After an unusually calm storm season, the first turned into a hurricane.

Tropical Storm Danielle reached hurricane strength when its maximum sustained winds were recorded at 75 mph on Friday morning, but is not currently a threat to any land.

The US National Hurricane Center says the hurricane is about 885 miles (1,424 km) west of the Azores and drifting slowly west at 1 mph.

It is expected to meander through the Atlantic Ocean over the next few days, and no coastal watches or warnings are in place.

Danielle is unusually far north, but the water west of the Azores is two to four degrees above normal.

It won’t affect the UK just yet, according to Sky News weather presenter Kirsty McCabe, but could affect next weekend’s weather, which coincides with spring tides.

“It’s a combination of factors that have limited the development of tropical storms, for example, too much wind shear (i.e. when the speed and direction of the wind changes over a short distance) and the dry, dust-laden air pushing west from the Sahara Desert,” she said.

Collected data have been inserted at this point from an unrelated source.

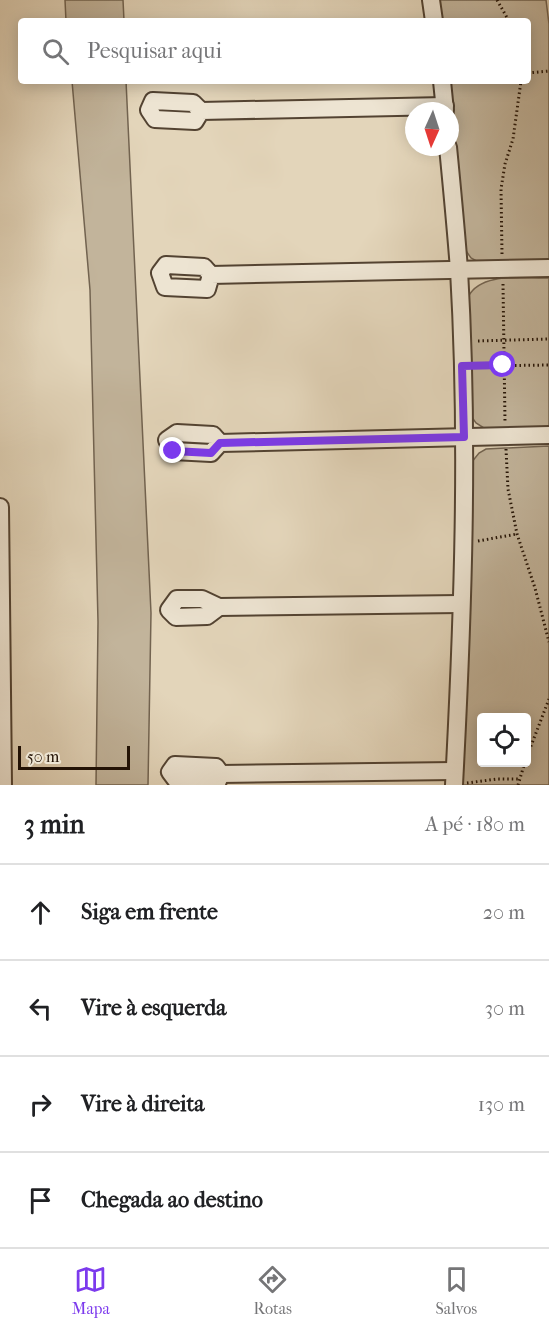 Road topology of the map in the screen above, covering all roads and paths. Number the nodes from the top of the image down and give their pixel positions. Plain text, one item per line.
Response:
1 (431, 0) edge
2 (497, 0) edge
3 (434, 18) edge
4 (507, 18) edge
5 (549, 71) edge
6 (531, 73) edge
7 (442, 84) edge
8 (521, 84) edge
9 (444, 102) edge
10 (405, 108) edge
11 (201, 111) dead end
12 (449, 156) edge
13 (503, 268) junction
14 (549, 268) edge
15 (459, 270) junction
16 (212, 275) dead end
17 (549, 339) edge
18 (461, 341) junction
19 (503, 342) junction
20 (503, 365) junction
21 (549, 365) edge
22 (462, 366) junction
23 (549, 435) edge
24 (506, 436) junction
25 (464, 437) junction
26 (220, 443) dead end
27 (0, 507) edge
28 (517, 534) junction
29 (463, 539) junction
30 (460, 604) junction
31 (219, 606) dead end
32 (549, 642) edge
33 (549, 699) edge
34 (531, 748) edge
35 (524, 767) edge
36 (220, 774) dead end
37 (519, 779) junction
38 (456, 780) edge
39 (3, 785) edge
40 (518, 785) edge

1 - 3 street
2 - 4 path
5 - 6 path
7 - 9 street
8 - 13 path
10 - 11 street
12 - 15 street
13 - 14 street
13 - 15 street
13 - 19 path
15 - 16 street
15 - 18 street
17 - 19 path
18 - 19 path
18 - 22 street
19 - 20 path
20 - 21 path
20 - 22 path
20 - 24 path
22 - 25 street
23 - 24 street
24 - 25 street
24 - 28 path
25 - 26 street
25 - 29 street
27 - 39 street
28 - 29 path
28 - 32 path
29 - 30 street
30 - 31 street
30 - 38 street
33 - 34 path
35 - 37 path
36 - 38 street
37 - 38 path
37 - 40 path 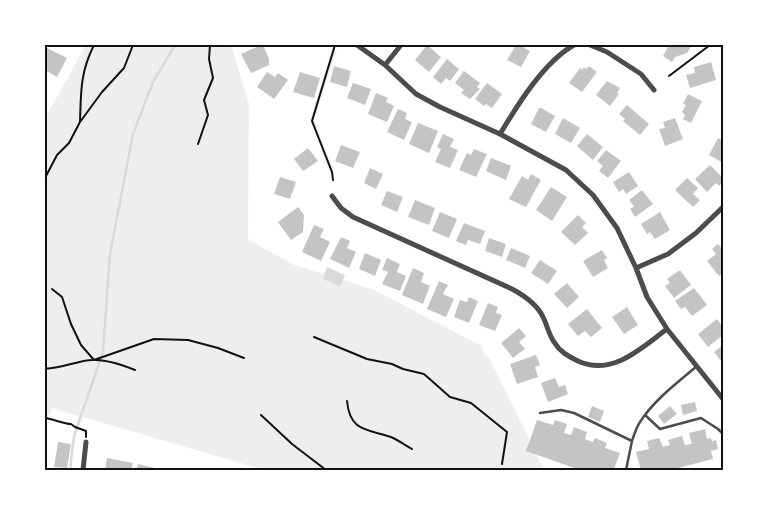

“It should be noted that the peak of the Atlantic hurricane season is mid-September, so this year’s season may have started slowly.”

August is normally the start of peak hurricane season.

However, this year there were no record storms in August and the last time this happened was in 1997.

This is despite all the major factors of a busy season – including warm water, weak winds and La Nina – which is an oceanic and atmospheric phenomenon that is the colder counterpart of El NiƱo.

Experts predicted it would be a more active season, and scientists now believe a lingering sheet of dry air is the reason no storms are forming.